Pode-se considerar o "Mustang cor de sangue", de 1969, o disco de transição. Desde o título e da capa, breguíssima, já fica marcada a mudança de direcionamento radical. Arranjos grandiloquentes, longe do comedimento exigido pela Bossa. Letras de cunho social, especialmente preocupado com a questão da reificação e alienação do homem moderno (que serão característicos de Valle a partir de então). O órgão estridente e a guitarra Jovem Guarda substituem o violão e o piano da Bossa. É quase um disco manifesto, revelando que a partir dali ele faz outra coisa, apesar de não haver uma rejeição do estilo anterior ("Catarina e o vento", "Samba de verão 2"). Mas agora se fará também frevo, rock, swing, samba jazz a la simonal, como a excelente "Mentira carioca", etc. E principalmente os arranjos, que mudam de sentido tornando-se bem mais ostensivos, com metais, cordas, guitarra, mesmo nas canções mais próximas da Bossa. É nesse disco que ele irá incorporar definitivamente o pop na sua linguagem (como havia feito a tropicália, no ano anterior). Não à toa, a última música ele divide com Milton Nascimento, um mestre em unir a linguagem mais tradicional com a sofisticação moderna do pop.

O disco seguinte, "Marcos Valle" de 1970, continua ampliando sua linguagem, e o resultado é um disco mais bem acabado que o "Mustang", mais redondo, como se Valle desse um passo atrás para avaliar o momento anterior de rebeldia. Isso deve-se muito ao grupo de apoio, o fenomenal Som Imaginário, o mesmo que acompanhava Milton Nascimento. Nesse album ele já revela uma guinada para uma música mais dançante, cheia de swing e relacionada com a black music e com o samba jazz a la Simonal (alias, se o Simona gravasse canções como "Esperando o Messias", "Dez leis", "Os grilos"... pena que não deu tempo), mas ainda junto com outros estilos, incluindo uma suíte intrumental de 9 minutos, lembrando muito o rock progressivo. Se é certo que ele mantem em suas composições características próprias da Bossa, em especial na concepção do esquema das canções, que recebem um tratamento mais musical que da oralidade, o certo é que ele não se fixa em um único estilo, antes incorporando o seu modo de compor a inúmeras formas distintas, desde a black music, passando pela Bossa nova, e pela psicodelia. Um dos 4 grandes albuns de Valle do período.

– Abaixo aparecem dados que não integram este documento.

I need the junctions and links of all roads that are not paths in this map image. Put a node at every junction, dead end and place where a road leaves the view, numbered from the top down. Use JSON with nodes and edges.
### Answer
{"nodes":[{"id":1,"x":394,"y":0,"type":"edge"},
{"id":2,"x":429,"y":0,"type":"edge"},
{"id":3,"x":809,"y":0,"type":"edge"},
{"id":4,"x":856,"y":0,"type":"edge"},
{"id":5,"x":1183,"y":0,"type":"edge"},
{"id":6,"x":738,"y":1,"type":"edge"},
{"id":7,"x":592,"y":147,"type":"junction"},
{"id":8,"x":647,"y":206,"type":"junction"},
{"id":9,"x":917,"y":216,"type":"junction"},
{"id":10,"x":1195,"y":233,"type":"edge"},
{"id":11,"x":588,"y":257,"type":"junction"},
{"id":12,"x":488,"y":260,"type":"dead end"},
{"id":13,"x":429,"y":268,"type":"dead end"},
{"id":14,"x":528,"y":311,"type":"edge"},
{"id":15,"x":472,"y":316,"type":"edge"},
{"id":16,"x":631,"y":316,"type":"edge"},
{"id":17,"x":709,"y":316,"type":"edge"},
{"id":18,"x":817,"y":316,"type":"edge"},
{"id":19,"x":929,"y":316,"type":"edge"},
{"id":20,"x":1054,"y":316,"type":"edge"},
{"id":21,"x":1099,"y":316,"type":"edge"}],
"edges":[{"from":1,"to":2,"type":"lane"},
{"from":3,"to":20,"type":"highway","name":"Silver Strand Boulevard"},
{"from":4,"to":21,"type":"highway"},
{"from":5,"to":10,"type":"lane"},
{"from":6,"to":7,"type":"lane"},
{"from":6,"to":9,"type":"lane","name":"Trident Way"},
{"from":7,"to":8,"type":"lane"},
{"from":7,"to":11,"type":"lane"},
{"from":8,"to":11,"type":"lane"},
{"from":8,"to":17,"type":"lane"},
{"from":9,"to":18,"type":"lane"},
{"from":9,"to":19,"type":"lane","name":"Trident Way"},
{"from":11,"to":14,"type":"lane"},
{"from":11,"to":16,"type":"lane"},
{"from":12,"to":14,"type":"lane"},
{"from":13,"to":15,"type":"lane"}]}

Mas a meu ver disco "Garra" de 1971, é onde ele encontra seu registro mais bem acabado. Aqui se dá o encontro definitivo de Marcos com a black music e com o swing, em várias vertentes, soul, samba jazz, R&B, mas com o senso próprio de comedimento próprio da Bossa, além da presença marcante do samba e da complexidades melódicas. É um disco que lembra algo do Simonal, especialmente o da "Nova dimensão do samba", de 1968, mas que trás tambem Bossa (Ao amigo Tom), soul (Jesus meu rei), R&B (O cafona) É desse disco o soul "Black is beautiful". O violão típico da Bossa é substituído por um piano cheio de swing, um violão a la Benjor belos corais e arranjos jazzísticos. O resultado é um dos discos mais bem elaborados da cena "Black" nacional, melhor que muitos daqueles que se enquadravam diretamente nessa corrente. Marcos Valle não resistiu a sua época, desceu do banquinho e foi dançar.

Aliás, uma das características de Valle, e que será perceptível até em seus últimos trabalhos,
recheado de recursos eletrônicos e sonoridades modernas como os trabalhos atuais de Sérgio Mendes, com reconhecimento internacional bem maior que o brasileiro (New Bossa Nova), é o desejo de trabalhar com o contemporâneo - revelando a força do impacto da tropicália - com linguagens modernas e que estão em evidencia no momento, sem abrir mão de sua característica própria. Isso marca desde sempre sua diferença com o tradicionalismo da Bossa Nova.

Em 1972 dá outra guinada radical e lança "Vento Sul". Acompanhado pelo grupo de rock progressivo O Terço, ele vai se enveredar pelos caminhos do rock psicodélico, a sonoridade mais moderna da época, e como muitos outros artistas fizeram (Ronnie Von, Gil). Depois do encontro com a música negra, segue o encontro com a psicodelia, a meu ver com resultados menos interessantes, talvez por se afastar muito de uma estética mais "nacional" em que ele fixou sua liguagem. O disco perde tambem em swing, que será recuperado na sequencia. Um album mais convencional, que não se arrisca de fato como exigiria um bom album psicodélico, e que tambem não consegue aquela sonoridade MPB pop presente nos discos de Milton Nascimento. Mas revela o carater inquieto e pouco convencional de Valle.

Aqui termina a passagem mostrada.